Economics
ResumAI
Researchers had millions of cover letters paired with the job postings they were written for and no reliable way to measure whether each letter actually addressed the job. Traditional text analysis couldn’t judge that kind of fit, and the LLM-based approach that could was built for hundreds of observations, not millions.
What changed
The team can now score millions of cover letter–job posting pairs for quality and relevance using LLMs with confidence that the results are consistent today and reproducible years from now. The pipeline runs each pair through an open-weight model, scores it multiple times to verify stability, and scales across the full dataset. A validation interface lets the research team check the model’s judgments against their own.
Scoring pipeline
An inference pipeline that sends millions of cover letter–job posting pairs through a large language model with structured prompts, runs each pair multiple times to measure score consistency, and logs everything for reproducibility.

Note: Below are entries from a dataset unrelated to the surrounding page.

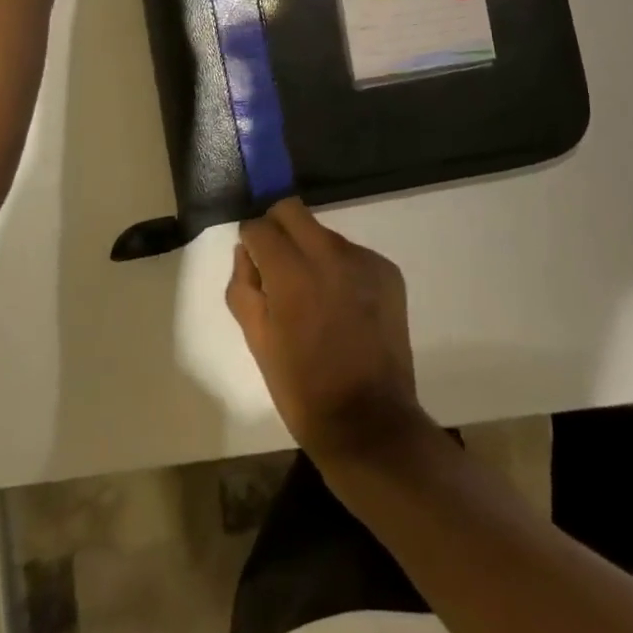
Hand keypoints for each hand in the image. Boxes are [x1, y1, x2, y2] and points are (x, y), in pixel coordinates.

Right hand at [227, 199, 431, 466]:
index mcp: (292, 274)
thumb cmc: (303, 389)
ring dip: (310, 251)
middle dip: (277, 229)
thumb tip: (245, 253)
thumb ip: (244, 288)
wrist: (369, 421)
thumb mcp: (258, 342)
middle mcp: (330, 254)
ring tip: (313, 296)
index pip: (260, 226)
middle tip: (276, 265)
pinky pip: (352, 254)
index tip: (252, 261)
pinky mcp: (388, 271)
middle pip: (293, 211)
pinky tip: (343, 307)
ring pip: (324, 233)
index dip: (250, 240)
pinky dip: (340, 269)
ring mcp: (364, 260)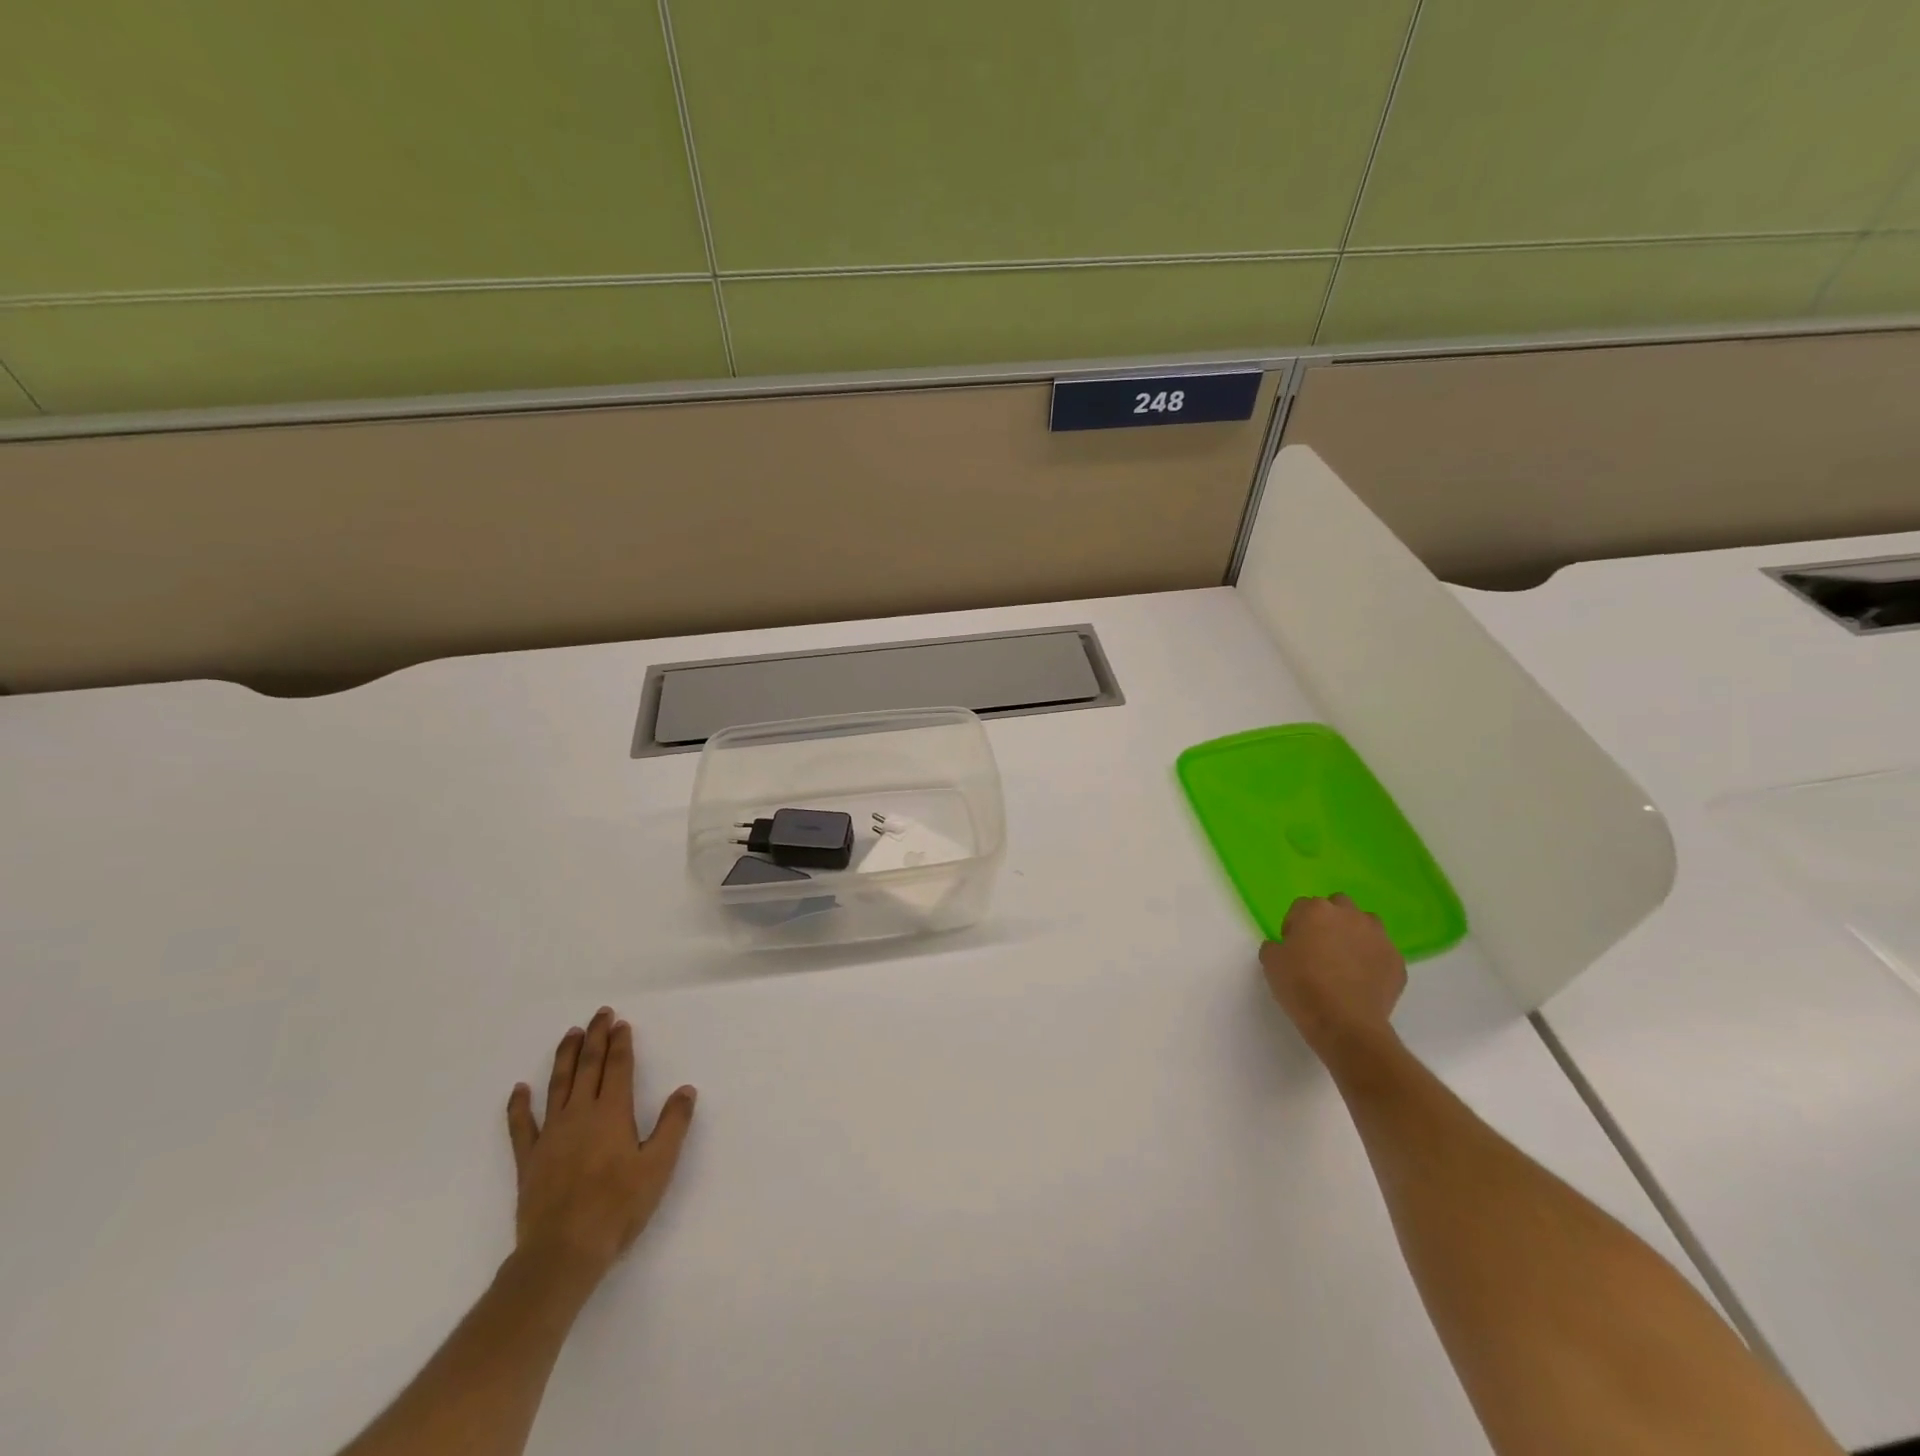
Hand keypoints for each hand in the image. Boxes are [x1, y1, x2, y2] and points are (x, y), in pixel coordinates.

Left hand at [506, 1007, 696, 1282]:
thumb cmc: (618, 1207)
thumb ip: (673, 1125)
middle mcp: (580, 1114)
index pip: (617, 1067)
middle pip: (588, 1066)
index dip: (620, 1043)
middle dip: (595, 1037)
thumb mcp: (659, 1166)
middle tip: (600, 1014)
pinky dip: (519, 1106)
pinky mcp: (529, 1159)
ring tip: (570, 1034)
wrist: (563, 1252)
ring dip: (565, 1057)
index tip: (621, 1023)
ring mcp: (551, 1135)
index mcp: (612, 1113)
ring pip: (557, 1085)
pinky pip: (521, 1126)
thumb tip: (685, 1090)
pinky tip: (519, 1090)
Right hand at [1259, 894, 1406, 1068]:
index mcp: (1315, 910)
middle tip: (1320, 948)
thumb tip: (1283, 946)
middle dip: (1329, 921)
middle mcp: (1349, 915)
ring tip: (1346, 960)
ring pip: (1366, 923)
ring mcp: (1378, 936)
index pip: (1301, 907)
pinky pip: (1381, 952)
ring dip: (1355, 934)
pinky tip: (1363, 980)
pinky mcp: (1396, 960)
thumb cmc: (1301, 987)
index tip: (1292, 947)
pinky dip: (1373, 960)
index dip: (1295, 926)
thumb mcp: (1270, 963)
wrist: (1345, 1024)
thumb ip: (1274, 946)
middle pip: (1338, 905)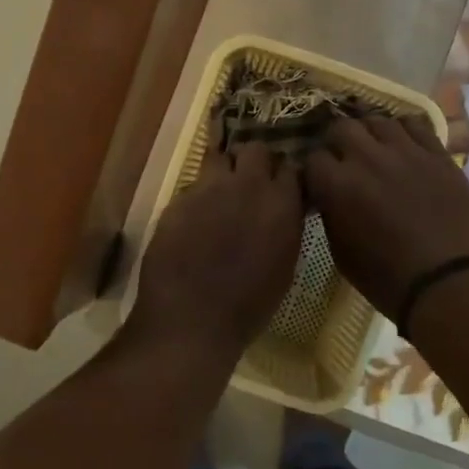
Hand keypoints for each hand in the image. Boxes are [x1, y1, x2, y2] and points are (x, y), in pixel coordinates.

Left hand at [133, 143, 306, 356]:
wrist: (192, 318)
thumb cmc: (248, 305)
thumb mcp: (283, 265)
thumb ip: (285, 226)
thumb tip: (282, 210)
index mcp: (281, 204)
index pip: (290, 167)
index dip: (283, 175)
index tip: (280, 185)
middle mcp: (248, 186)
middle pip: (255, 150)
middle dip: (254, 161)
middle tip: (249, 182)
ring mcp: (209, 188)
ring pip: (219, 157)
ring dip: (223, 169)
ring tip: (219, 192)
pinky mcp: (179, 198)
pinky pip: (193, 184)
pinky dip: (198, 195)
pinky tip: (194, 217)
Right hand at [304, 115, 468, 318]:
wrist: (450, 283)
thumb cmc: (388, 279)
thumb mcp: (341, 252)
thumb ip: (331, 214)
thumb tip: (329, 196)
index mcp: (337, 185)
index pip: (312, 158)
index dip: (314, 170)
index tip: (319, 181)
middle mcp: (366, 158)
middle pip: (341, 127)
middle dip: (337, 142)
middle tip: (344, 159)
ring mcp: (405, 151)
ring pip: (377, 120)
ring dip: (369, 134)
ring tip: (374, 149)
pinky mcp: (437, 153)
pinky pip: (415, 124)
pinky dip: (403, 131)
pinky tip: (403, 146)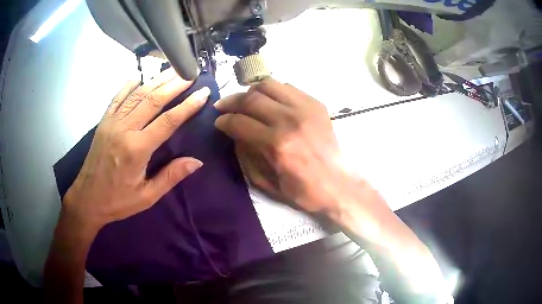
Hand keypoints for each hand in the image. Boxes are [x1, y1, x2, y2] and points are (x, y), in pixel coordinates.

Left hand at [63, 69, 210, 231]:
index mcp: (137, 149)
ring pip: (137, 94)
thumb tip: (197, 162)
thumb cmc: (117, 201)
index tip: (203, 93)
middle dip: (174, 84)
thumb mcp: (147, 196)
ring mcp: (112, 122)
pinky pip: (118, 97)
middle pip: (153, 99)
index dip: (188, 105)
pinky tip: (140, 75)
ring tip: (172, 70)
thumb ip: (171, 177)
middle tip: (191, 73)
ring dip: (156, 80)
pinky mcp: (104, 122)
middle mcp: (124, 129)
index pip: (168, 121)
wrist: (87, 199)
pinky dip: (129, 84)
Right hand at [214, 79, 349, 213]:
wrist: (339, 184)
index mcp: (276, 144)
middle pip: (251, 98)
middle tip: (224, 107)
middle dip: (231, 101)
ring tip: (245, 100)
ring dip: (251, 91)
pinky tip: (269, 101)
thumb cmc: (303, 191)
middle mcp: (289, 120)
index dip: (224, 121)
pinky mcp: (316, 104)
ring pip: (269, 85)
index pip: (239, 122)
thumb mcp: (267, 183)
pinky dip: (273, 91)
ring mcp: (305, 108)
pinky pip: (288, 87)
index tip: (219, 122)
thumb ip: (246, 156)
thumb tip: (234, 134)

Designed to scale from a development set of 1,000 to a production set of 5 million.
Validation interface
A scoring UI that lets the research team manually evaluate a sample of pairs against the model’s output — the human check that gives them confidence the automated scores reflect real quality differences.
Reproducibility by design
Commercial LLM providers routinely retire models, which can make published results impossible to reproduce. The pipeline is built around open-weight models so the team controls versioning so that the same analysis will return comparable results whether it’s run tomorrow or in five years.